Terminal Matellini, also known as Estación Terminal Sur, is the southern terminal of the bus system and is located in Chorrillos District.

==Payment==
Fares are paid through an Electronic Prepaid Card which can be purchased and refilled at any station in the system. There is a flat fee of S/. 3.50 (3.50 soles, approximately US$0.89) for regular commuters. This originally was S/. 1.50, but was raised in December 2012 to S/. 2.00, got raised again so that by February 2015 (or earlier) it became S/. 2.50. And in 2022 it got raised again to S/. 3.50. The card can be bought at a vending machine, which is available on every station, and will cost S/. 4.50. It can be charged up to S/. 100.00. The machines accept both coins and bills, but payment with bank cards (either debit or credit) is not possible.

There are separate Electronic Prepaid Cards available for students, either university or normal schools.
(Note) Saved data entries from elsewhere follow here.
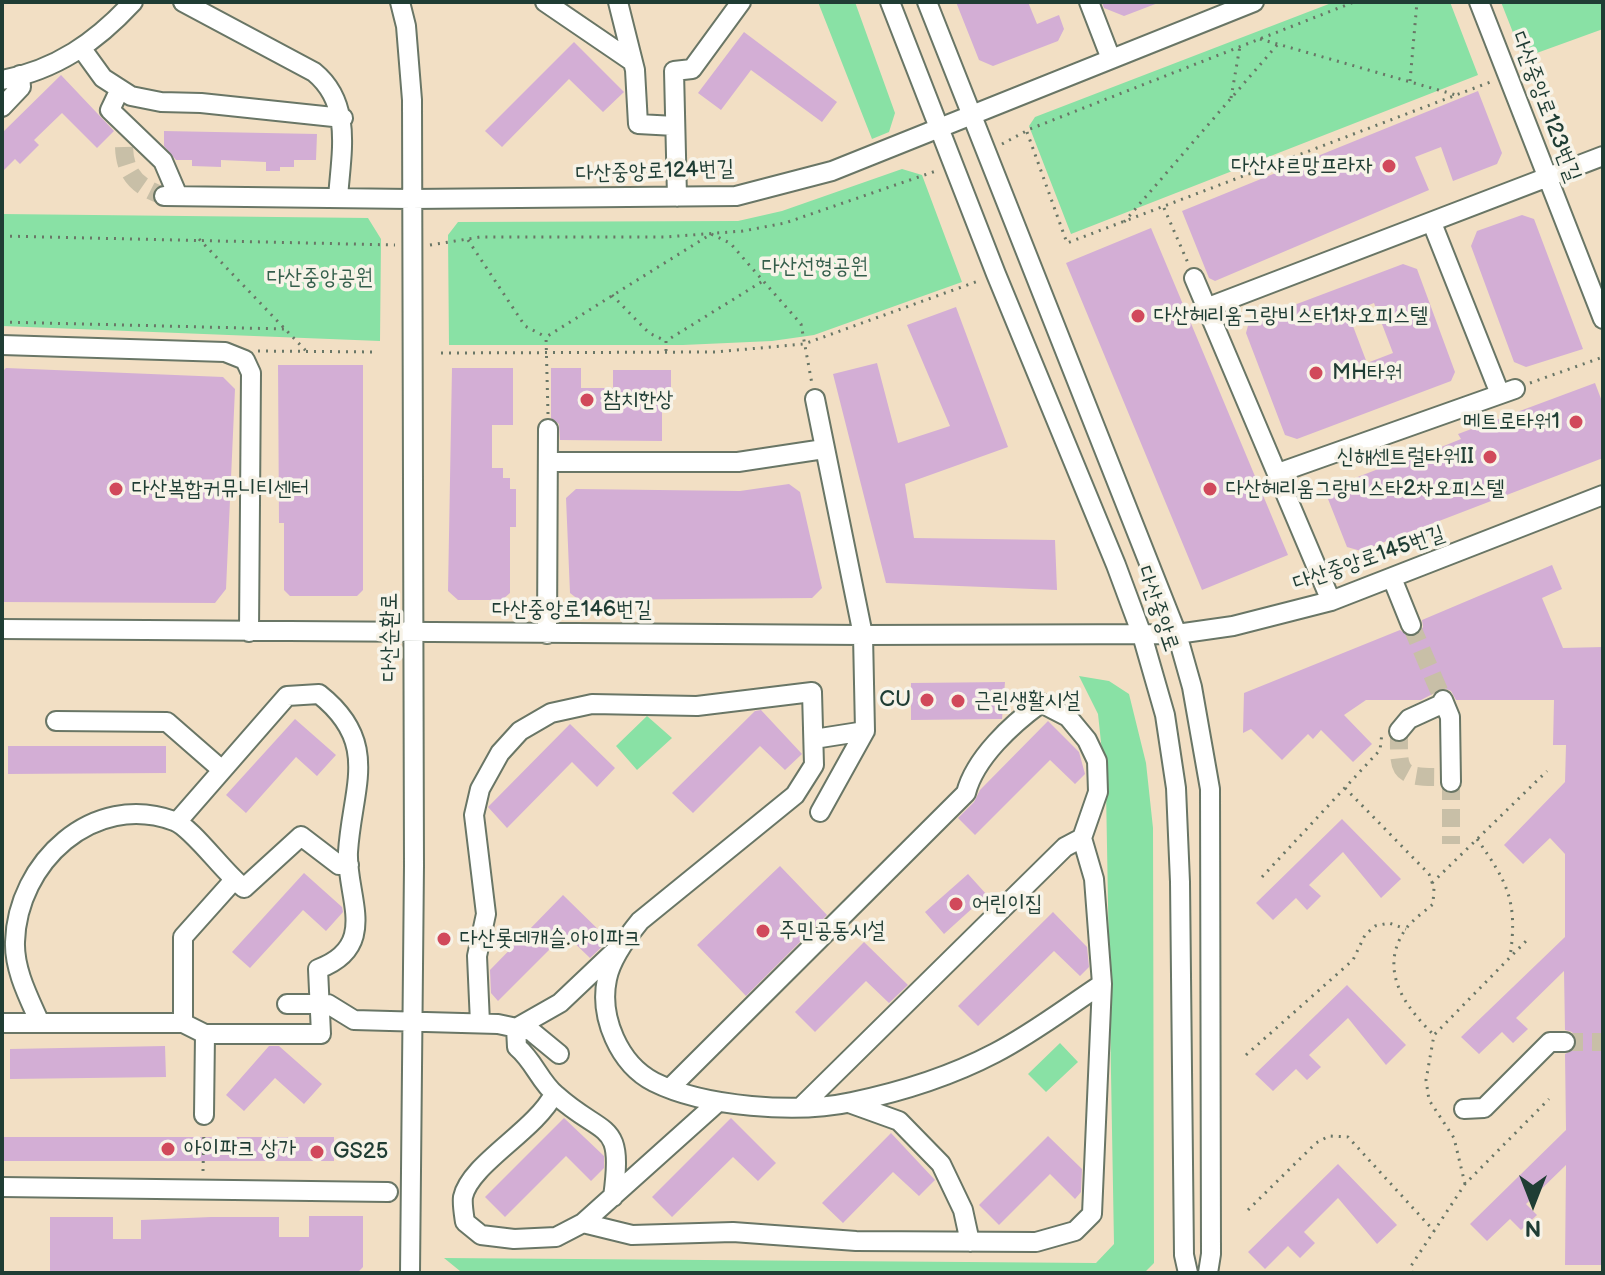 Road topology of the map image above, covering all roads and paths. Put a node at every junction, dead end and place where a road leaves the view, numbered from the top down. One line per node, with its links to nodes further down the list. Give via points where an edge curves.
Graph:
1 (133, 2): 16 (street)
2 (183, 2): 27 (street, via 314,72 328,84)
3 (400, 2): 35 (street, 다산순환로, via 412,100)
4 (545, 2): 18 (street)
5 (618, 2): 18 (street)
6 (741, 2): 28 (street, via 692,69 674,71)
7 (890, 2): 29 (street, 다산중앙로)
8 (927, 2): 26 (street, 다산중앙로)
9 (1089, 2): 17 (street)
10 (1254, 2): 17 (street)
11 (1417, 2): 21 (path)
12 (1479, 2): 19 (street, 다산중앙로123번길)
13 (1260, 39): 14 (path)
14 (1278, 44): 21 (path); 24 (path)
15 (1240, 46): 24 (path)
16 (82, 49): 20 (street, via 51,66); 22 (street, via 103,78)
17 (1111, 59): 26 (street)
18 (633, 62): 28 (street, via 638,124)
19 (1507, 75): 23 (path); 32 (street, 다산중앙로123번길)
20 (11, 77): 25 (street, via 21,87)
21 (1410, 81): 23 (path)
22 (120, 89): 27 (street, via 161,102); 34 (street, 다산중앙로124번길, via 110,110 163,161 171,196)
23 (1456, 95): 36 (path)
24 (1231, 98): 37 (path)
25 (2, 107)
26 (971, 115): 29 (street); 74 (street, 다산중앙로)
27 (343, 118): 34 (street)
28 (675, 126): 33 (street)
29 (938, 129): 33 (street, 다산중앙로124번길, via 773,188 736,196); 41 (street, 다산중앙로)
30 (1027, 131): 37 (path, via 1067,243)
31 (1603, 156): 32 (street)
32 (1547, 178): 38 (street); 46 (street, 다산중앙로123번길)
33 (677, 197): 35 (street, 다산중앙로124번길)
34 (338, 198): 35 (street, 다산중앙로124번길)
35 (411, 199): 72 (street, 다산순환로)
36 (1164, 207): 37 (path); 42 (path)
37 (1123, 223)
38 (1432, 223): 45 (street); 60 (street)
39 (199, 239): 48 (path)
40 (468, 240): 49 (path, via 525,326)
41 (996, 274): 51 (path); 76 (street, 다산중앙로)
42 (1194, 278): 45 (street)
43 (763, 281): 44 (path, via 730,243 711,234); 50 (path); 51 (path, via 801,324)
44 (611, 295): 49 (path); 50 (path, via 649,333)
45 (1206, 308): 65 (street)
46 (1603, 319)
47 (2, 322): 48 (path)
48 (285, 329): 53 (path)
49 (546, 337): 56 (path)
50 (666, 341): 57 (path)
51 (804, 344): 57 (path); 61 (path)
52 (2, 345): 59 (street, via 225,352)
53 (307, 352): 54 (path); 59 (path, via 254,351)
54 (378, 352)
55 (441, 353): 56 (path)
56 (547, 353): 57 (path); 62 (path)
57 (666, 353)
58 (1603, 357): 60 (path)
59 (245, 360): 71 (street, via 251,373)
60 (1508, 391): 65 (street)
61 (815, 399): 63 (street)
62 (548, 429): 64 (street)
63 (824, 449): 64 (street, via 738,462); 75 (street)
64 (548, 462): 73 (street)
65 (1278, 473): 68 (street)
66 (1603, 495): 67 (street, 다산중앙로145번길)
67 (1392, 578): 68 (street, 다산중앙로145번길); 69 (street)
68 (1331, 601): 74 (street, 다산중앙로145번길)
69 (1411, 625)
70 (2, 629): 71 (street, 다산중앙로146번길)
71 (249, 632): 72 (street, 다산중앙로146번길)
72 (414, 633): 73 (street, 다산중앙로146번길); 100 (street, 다산순환로)
73 (547, 634): 75 (street, 다산중앙로146번길)
74 (1177, 634): 76 (street, 다산중앙로145번길); 132 (street, 다산중앙로, via 1210,789)
75 (863, 635): 76 (street, 다산중앙로146번길); 79 (street)
76 (1142, 635): 131 (street, 다산중앙로, via 1165,715 1176,788)
77 (56, 721): 81 (street, via 167,722)
78 (1390, 729): 83 (street, via 1443,702 1450,717); 84 (path, via 1380,750)
79 (865, 731): 80 (street); 85 (street)
80 (814, 739): 95 (street, via 814,765 795,795 640,921); 104 (street, via 812,692 697,706 592,704 551,713 520,731 480,789 474,815 486,914 477,956)
81 (222, 770): 86 (street); 89 (street, via 287,696 319,694 342,712 355,744 360,775)
82 (1547, 771): 88 (path)
83 (1451, 782)
84 (1345, 788): 90 (path); 92 (path)
85 (820, 812)
86 (177, 822): 91 (street); 102 (street, via 148,814 113,817 76,830 42,861 20,904 14,944 23,986)
87 (1082, 838): 97 (street, via 1094,879); 111 (street, via 1098,792 1097,761 1068,717 1041,703 971,773 966,793); 116 (street, via 1065,847)
88 (1477, 839): 92 (path); 96 (path, via 1508,885 1514,926)
89 (349, 865): 91 (street, via 339,865 301,836 244,888); 99 (street, via 358,914 338,962 318,969)
90 (1262, 877)
91 (234, 880): 103 (street, via 183,937)
92 (1432, 883): 93 (path, via 1433,904)
93 (1406, 929): 107 (path, via 1395,979 1413,1015); 110 (path, via 1389,923 1375,926 1353,960)
94 (1529, 938): 96 (path)
95 (624, 942): 105 (street, via 560,1003); 111 (street, via 607,978 606,1017 623,1056 653,1082)
96 (1510, 958): 107 (path)
97 (1102, 984): 115 (street, via 995,1053 927,1082); 129 (street, via 1092,1214 1075,1231 1036,1242)
98 (287, 1004): 99 (street)
99 (320, 1004): 100 (street, via 354,1020); 106 (street, via 321,1034)
100 (412, 1021): 104 (street); 119 (street, 다산순환로)
101 (2, 1023): 102 (street)
102 (40, 1023): 103 (street)
103 (183, 1023): 106 (street)
104 (480, 1023): 105 (street)
105 (516, 1028): 109 (street, via 531,1031); 112 (street, via 517,1047)
106 (205, 1034): 118 (street)
107 (1434, 1035): 120 (path, via 1426,1080 1429,1100 1454,1138)
108 (1565, 1042): 117 (street, via 1550,1042 1484,1108)
109 (559, 1054)
110 (1246, 1055)
111 (671, 1087): 114 (street)
112 (554, 1094): 124 (street, via 612,1135 618,1160); 127 (street, via 546,1109 476,1173 463,1197 465,1222 481,1235 514,1239 556,1237)
113 (1549, 1099): 120 (path)
114 (718, 1102): 116 (street); 124 (street)
115 (849, 1103): 116 (street); 129 (street, via 899,1121 941,1164 963,1210)
116 (803, 1105)
117 (1464, 1109)
118 (204, 1115): 122 (path)
119 (410, 1167): 123 (street); 126 (street, 다산순환로)
120 (1465, 1184): 128 (path)
121 (2, 1187): 122 (street)
122 (203, 1191): 123 (street)
123 (388, 1192): 126 (street)
124 (613, 1197): 127 (street)
125 (1248, 1210): 128 (path, via 1316,1143 1329,1136 1348,1137)
126 (410, 1216): 130 (street, 다산순환로)
127 (583, 1223): 129 (street, via 632,1235 733,1232)
128 (1434, 1231): 133 (path, via 1411,1266)
129 (970, 1242)
130 (410, 1273)
131 (1188, 1273)
132 (1208, 1273)
133 (1412, 1273)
These can only be obtained through a sales office, and bear a name. These are charged a lower rate, but can be recharged at the same vending machines. Firefighters and police are not required to pay and do not have to possess any of these cards.

==Buses==
The buses are powered by natural gas, purchased from Chinese manufacturers King Long and Bonluck. These articulated buses are 18 to 19 m long and can carry up to 120 passengers. The system uses about 300 of these gray-colored buses.

Smaller buses are used as feeders to each of the main stations (Naranjal, Estacion Central and Matellini). Those painted yellow can carry up to 80 passengers, while orange ones can only carry 40.